It's shockingly late. We sort of got a hint at this yesterday when hearing that from the NFL, you know, P.A. that it sounds like it suggests heavily they weren't going to appeal, which means they had some sense of it. But trust me, if they had been a two year suspension, of course, they would never have even hinted they would not appeal. They would be ready to jump on the field for her decision to be six games to me.

Given given what we know and we do, we haven't heard from her and I don't know that we will. But it just seems shockingly light. The Cleveland Browns have to be and Deshaun Watson have to be thrilled with getting a six game suspension. Six games does seem a little light.

Ryan Clark from ESPN with his reaction. It shouldn't matter who he's playing week seven. It's about getting this right and doing the right thing by all parties involved. I do believe this is low as what I was expecting the NFL to hand down to Deshaun Watson.

And now I think we are entering into an even touchier situation of perception, perception and money. The NFL wants to continue to grow the game if they believe that this has in some way hurt them from doing that.

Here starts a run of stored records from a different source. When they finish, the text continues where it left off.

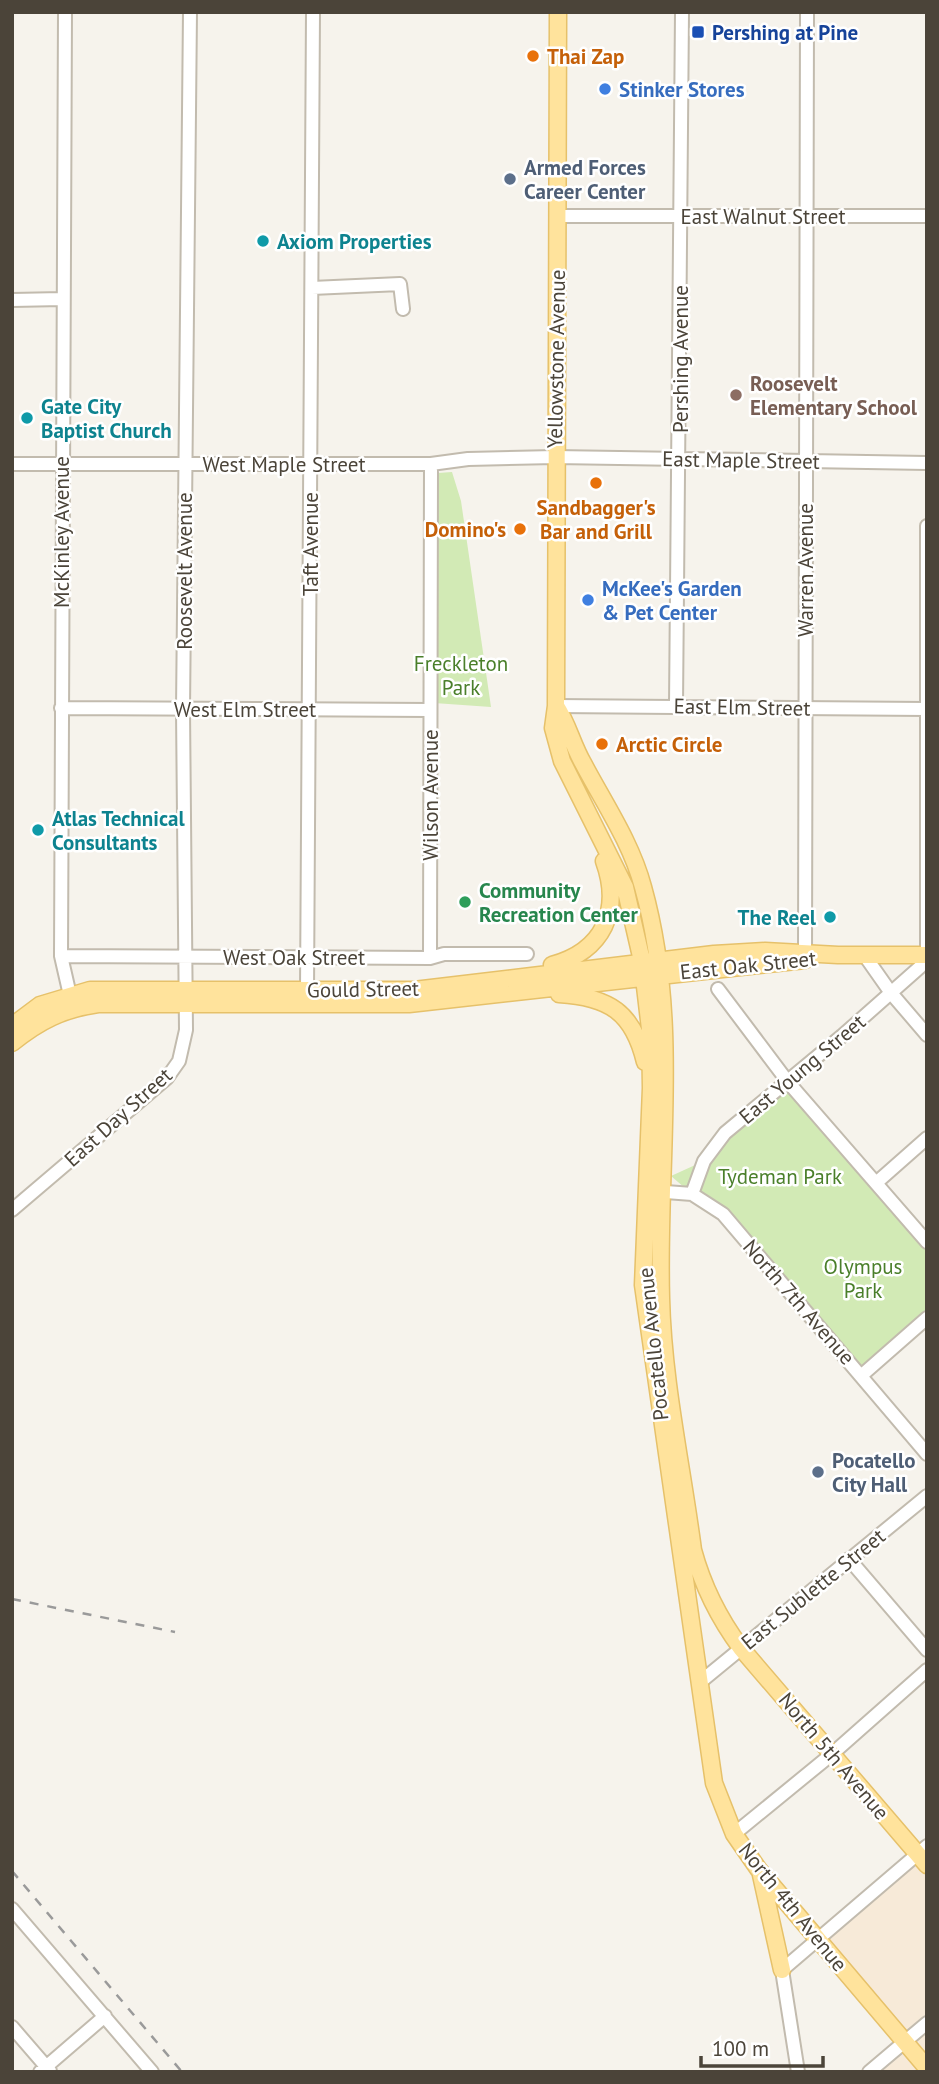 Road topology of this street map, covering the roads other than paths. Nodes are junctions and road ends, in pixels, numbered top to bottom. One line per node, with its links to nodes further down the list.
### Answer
1 (65, 12): 12 (street, McKinley Avenue)
2 (190, 12): 18 (street, Roosevelt Avenue)
3 (313, 12): 11 (street, Taft Avenue)
4 (558, 12): 7 (main road, Yellowstone Avenue)
5 (682, 12): 10 (street, Pershing Avenue)
6 (807, 12): 8 (street, Warren Avenue)
7 (558, 216): 10 (street, East Walnut Street); 15 (main road, Yellowstone Avenue)
8 (806, 216): 9 (street, East Walnut Street); 10 (street, East Walnut Street); 17 (street, Warren Avenue)
9 (927, 216)
10 (680, 217): 16 (street, Pershing Avenue)
11 (312, 288): 14 (street); 19 (street, Taft Avenue)
12 (62, 299): 13 (street); 23 (street, McKinley Avenue)
13 (12, 300)
14 (402, 309)
15 (555, 457): 16 (street, East Maple Street); 22 (street, West Maple Street); 25 (main road, Yellowstone Avenue)
16 (680, 458): 17 (street, East Maple Street); 26 (street, Pershing Avenue)
17 (805, 462): 20 (street, East Maple Street); 29 (street, Warren Avenue)
18 (184, 463): 19 (street, West Maple Street); 23 (street, West Maple Street); 31 (street, Roosevelt Avenue)
19 (311, 463): 22 (street, West Maple Street); 28 (street, Taft Avenue)
20 (927, 463)
21 (12, 464): 23 (street, West Maple Street)
22 (431, 464): 32 (street, Wilson Avenue)
23 (62, 465): 27 (street, McKinley Avenue)
24 (927, 526): 30 (street)
25 (556, 706): 26 (street, East Elm Street); 33 (main road, Yellowstone Avenue); 42 (main road, Yellowstone Avenue)
26 (676, 706): 29 (street, East Elm Street)
27 (61, 708): 31 (street, West Elm Street); 36 (street, McKinley Avenue)
28 (309, 709): 31 (street, West Elm Street); 32 (street, West Elm Street); 39 (street, Taft Avenue)
29 (805, 709): 30 (street, East Elm Street); 40 (street, Warren Avenue)
30 (926, 709): 35 (street)
31 (183, 710): 38 (street, Roosevelt Avenue)
32 (430, 710): 41 (street, Wilson Avenue)
33 (593, 825): 42 (main road, Yellowstone Avenue); 43 (main road)
34 (527, 954): 41 (street, West Oak Street)
35 (927, 955): 37 (main road, East Oak Street); 47 (street, East Young Street)
36 (61, 956): 38 (street, West Oak Street); 49 (street, McKinley Avenue)
37 (865, 956): 40 (main road, East Oak Street); 47 (street)
38 (183, 957): 39 (street, West Oak Street); 48 (street, Roosevelt Avenue)
39 (308, 957): 41 (street, West Oak Street); 45 (street, Taft Avenue)
40 (805, 957): 42 (main road, East Oak Street)
41 (429, 958)
42 (650, 968): 43 (main road, Gould Street); 46 (main road, Gould Street); 54 (main road, Pocatello Avenue); 57 (main road, Pocatello Avenue)
43 (487, 981): 45 (main road, Gould Street)
44 (718, 989): 53 (street)
45 (307, 991): 48 (main road, Gould Street)
46 (515, 992): 48 (main road, Gould Street); 54 (main road)
47 (891, 993): 51 (street); 53 (street, East Young Street)
48 (187, 997): 49 (main road, Gould Street); 59 (street, East Day Street)
49 (71, 1001): 50 (main road); 52 (main road)
50 (12, 1026)
51 (927, 1035)
52 (12, 1043)
53 (788, 1082): 56 (street); 58 (street, East Young Street)
54 (651, 1088): 57 (main road, Pocatello Avenue)
55 (927, 1138): 56 (street)
56 (876, 1183): 60 (street)
57 (653, 1191): 58 (street, North 7th Avenue); 66 (main road, Pocatello Avenue); 69 (main road, Pocatello Avenue)
58 (692, 1194): 62 (street, North 7th Avenue)
59 (12, 1210)
60 (927, 1242)
61 (927, 1318): 62 (street)
62 (862, 1375): 63 (street, North 7th Avenue)
63 (927, 1454)
64 (927, 1496): 65 (street, East Sublette Street)
65 (849, 1559): 66 (street, East Sublette Street); 67 (street)
66 (741, 1648): 69 (street, East Sublette Street); 70 (main road, North 5th Avenue)
67 (927, 1650)
68 (927, 1670): 70 (street)
69 (699, 1683): 71 (main road, North 4th Avenue)
70 (832, 1754): 71 (street); 72 (main road, North 5th Avenue)
71 (734, 1834): 73 (main road, North 4th Avenue)
72 (924, 1855): 75 (street)
73 (759, 1870): 75 (main road, North 4th Avenue); 76 (main road)
74 (13, 1913): 77 (street)
75 (817, 1938): 76 (street); 80 (main road, North 4th Avenue)
76 (782, 1970): 84 (street)
77 (105, 2016): 82 (street); 83 (street)
78 (927, 2023): 80 (street)
79 (12, 2027): 82 (street)
80 (905, 2042): 81 (main road, North 4th Avenue); 85 (street)
81 (927, 2068)
82 (45, 2070)
83 (152, 2072)
84 (798, 2072)
85 (869, 2072) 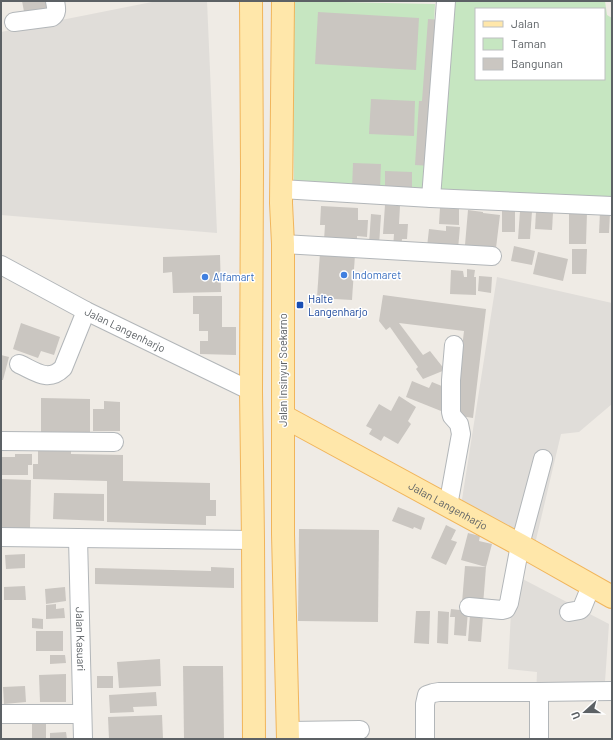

I believe that they will attack Deshaun Watson further, not necessarily just because they want to see the suspension or a fine levied, but because they want the perception of the NFL to be is that we care about women more than we care about the game.

Well, good luck. I completely on board with what Ryan Clark had to say, but good luck convincing women of that. Yesterday, the Players Association and Watson put out a joint statement saying that they would abide by the decision of former federal judge Sue Robinson. They would not appeal and they challenged the NFL to pledge the same. Now, maybe they just assumed that this suspension would be lighter than what the NFL wanted.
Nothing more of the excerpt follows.